8. February, 2010
in by Michael Neumann

Honestly, did you ever actually make use of the swap partition on your operating system? I don’t remember that my server ever made use of it and that with as little as 256 MB main memory. Nowadays, memory is very cheap and if your system starts to use the swap, something is usually going wrong. Most of the time it simply means that too many processes are running or that some processes use up too much memory or that they are configured to use too much memory, because they are optimized for more recent hardware.

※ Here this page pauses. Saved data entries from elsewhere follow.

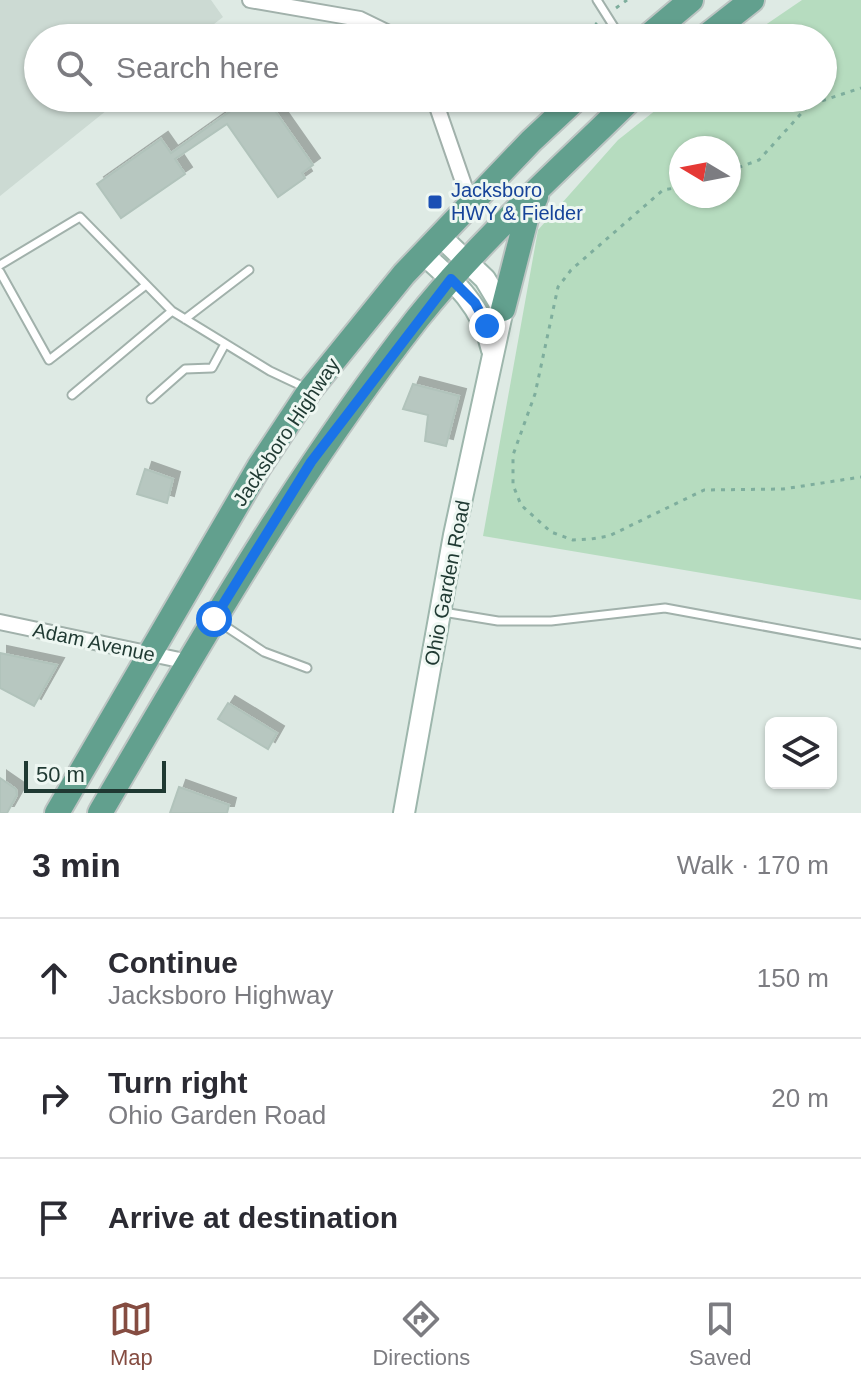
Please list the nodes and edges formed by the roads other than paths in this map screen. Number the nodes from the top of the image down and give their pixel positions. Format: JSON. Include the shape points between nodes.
{"nodes":[{"id":1,"x":250,"y":0,"type":"edge"},
{"id":2,"x":597,"y":0,"type":"edge"},
{"id":3,"x":691,"y":0,"type":"edge"},
{"id":4,"x":752,"y":0,"type":"edge"},
{"id":5,"x":370,"y":24,"type":"edge"},
{"id":6,"x":612,"y":24,"type":"edge"},
{"id":7,"x":663,"y":24,"type":"edge"},
{"id":8,"x":722,"y":24,"type":"edge"},
{"id":9,"x":439,"y":112,"type":"edge"},
{"id":10,"x":562,"y":112,"type":"edge"},
{"id":11,"x":618,"y":112,"type":"edge"},
{"id":12,"x":539,"y":189,"type":"junction"},
{"id":13,"x":471,"y":205,"type":"junction"},
{"id":14,"x":440,"y":236,"type":"junction"},
{"id":15,"x":423,"y":254,"type":"junction"},
{"id":16,"x":0,"y":265,"type":"edge"},
{"id":17,"x":249,"y":270,"type":"dead end"},
{"id":18,"x":459,"y":270,"type":"junction"},
{"id":19,"x":0,"y":272,"type":"edge"},
{"id":20,"x":146,"y":285,"type":"junction"},
{"id":21,"x":503,"y":309,"type":"junction"},
{"id":22,"x":172,"y":311,"type":"junction"},
{"id":23,"x":185,"y":319,"type":"junction"},
{"id":24,"x":225,"y":344,"type":"junction"},
{"id":25,"x":493,"y":353,"type":"junction"},
{"id":26,"x":310,"y":390,"type":"junction"},
{"id":27,"x":72,"y":395,"type":"dead end"},
{"id":28,"x":151,"y":399,"type":"dead end"},
{"id":29,"x":441,"y":612,"type":"junction"},
{"id":30,"x":214,"y":619,"type":"junction"},
{"id":31,"x":0,"y":622,"type":"edge"},
{"id":32,"x":861,"y":644,"type":"edge"},
{"id":33,"x":152,"y":655,"type":"junction"},
{"id":34,"x":189,"y":662,"type":"junction"},
{"id":35,"x":307,"y":668,"type":"dead end"},
{"id":36,"x":57,"y":813,"type":"edge"},
{"id":37,"x":100,"y":813,"type":"edge"},
{"id":38,"x":404,"y":813,"type":"edge"}],
"edges":[{"from":1,"to":5,"type":"street"},
{"from":2,"to":6,"type":"lane"},
{"from":3,"to":7,"type":"main road"},
{"from":4,"to":8,"type":"main road"},
{"from":9,"to":13,"type":"street"},
{"from":10,"to":13,"type":"main road","name":"Jacksboro Highway"},
{"from":11,"to":12,"type":"main road","name":"Jacksboro Highway"},
{"from":12,"to":18,"type":"main road","name":"Jacksboro Highway"},
{"from":12,"to":21,"type":"main road"},
{"from":13,"to":14,"type":"main road","name":"Jacksboro Highway"},
{"from":14,"to":15,"type":"main road","name":"Jacksboro Highway"},
{"from":14,"to":18,"type":"street","name":"Ohio Garden Road"},
{"from":15,"to":18,"type":"street","name":"Ohio Garden Road"},
{"from":15,"to":26,"type":"main road","name":"Jacksboro Highway"},
{"from":16,"to":20,"type":"lane","via":[[80,217]]},
{"from":17,"to":23,"type":"lane"},
{"from":18,"to":21,"type":"street","name":"Ohio Garden Road","via":[[485,279]]},
{"from":18,"to":25,"type":"street","name":"Ohio Garden Road","via":[[487,326]]},
{"from":18,"to":30,"type":"main road","name":"Jacksboro Highway","via":[[311,462]]},
{"from":19,"to":20,"type":"lane","via":[[49,360]]},
{"from":20,"to":22,"type":"lane"},
{"from":21,"to":25,"type":"street","name":"Ohio Garden Road"},
{"from":22,"to":23,"type":"lane"},
{"from":22,"to":27,"type":"lane"},
{"from":23,"to":24,"type":"lane"},
{"from":24,"to":26,"type":"lane"},
{"from":24,"to":28,"type":"lane","via":[[212,368],[185,369]]},
{"from":25,"to":29,"type":"street","name":"Ohio Garden Road"},
{"from":26,"to":33,"type":"main road","name":"Jacksboro Highway","via":[[259,467]]},
{"from":29,"to":32,"type":"lane","via":[[498,621],[551,621],[665,608]]},
{"from":29,"to":38,"type":"street","name":"Ohio Garden Road"},
{"from":30,"to":34,"type":"main road","name":"Jacksboro Highway"},
{"from":30,"to":35,"type":"lane","via":[[264,652]]},
{"from":31,"to":33,"type":"street","name":"Adam Avenue"},
{"from":33,"to":34,"type":"street","name":"Adam Avenue"},
{"from":33,"to":36,"type":"main road","name":"Jacksboro Highway"},
{"from":34,"to":37,"type":"main road","name":"Jacksboro Highway"}]}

Matthew Dillon, the leader of DragonFly and well-respected “guru” in the community, revived the swap as a system-wide fast filesystem cache when using SSDs. He extended DragonFly so that not only anonymous memory (i.e. memory not backed by a file) is written to the swap in case of a low physical memory situation, but also other types of memory, especially memory used up by the buffer cache. The buffer cache caches data read from a device (e.g. from a hard disk). By default, all unused physical memory is used for the buffer cache, greatly speeding up reads from that device in case of a buffer cache hit. But memory is limited. So the idea is to use SSDs as 2nd level buffer cache, i.e. when data is eleminated from the in-memory buffer cache because new data is read and the cache is full, it is written to the 2nd level SSD buffer cache, which usually is much larger in size (e.g. 40-120 GB). SSDs are much faster when it comes to random accesses (a hard disk can’t do more than 10 MB/sec) and also linear reads (you can get about 200 MB/sec with cheap SSDs) are almost twice as fast as regular SATA disks.

As SSDs have limited per-cell write cycles (1000 to 10000 depending on the technology), it is also important to limit writes to the SSDs depending on how long you want to use the SSD.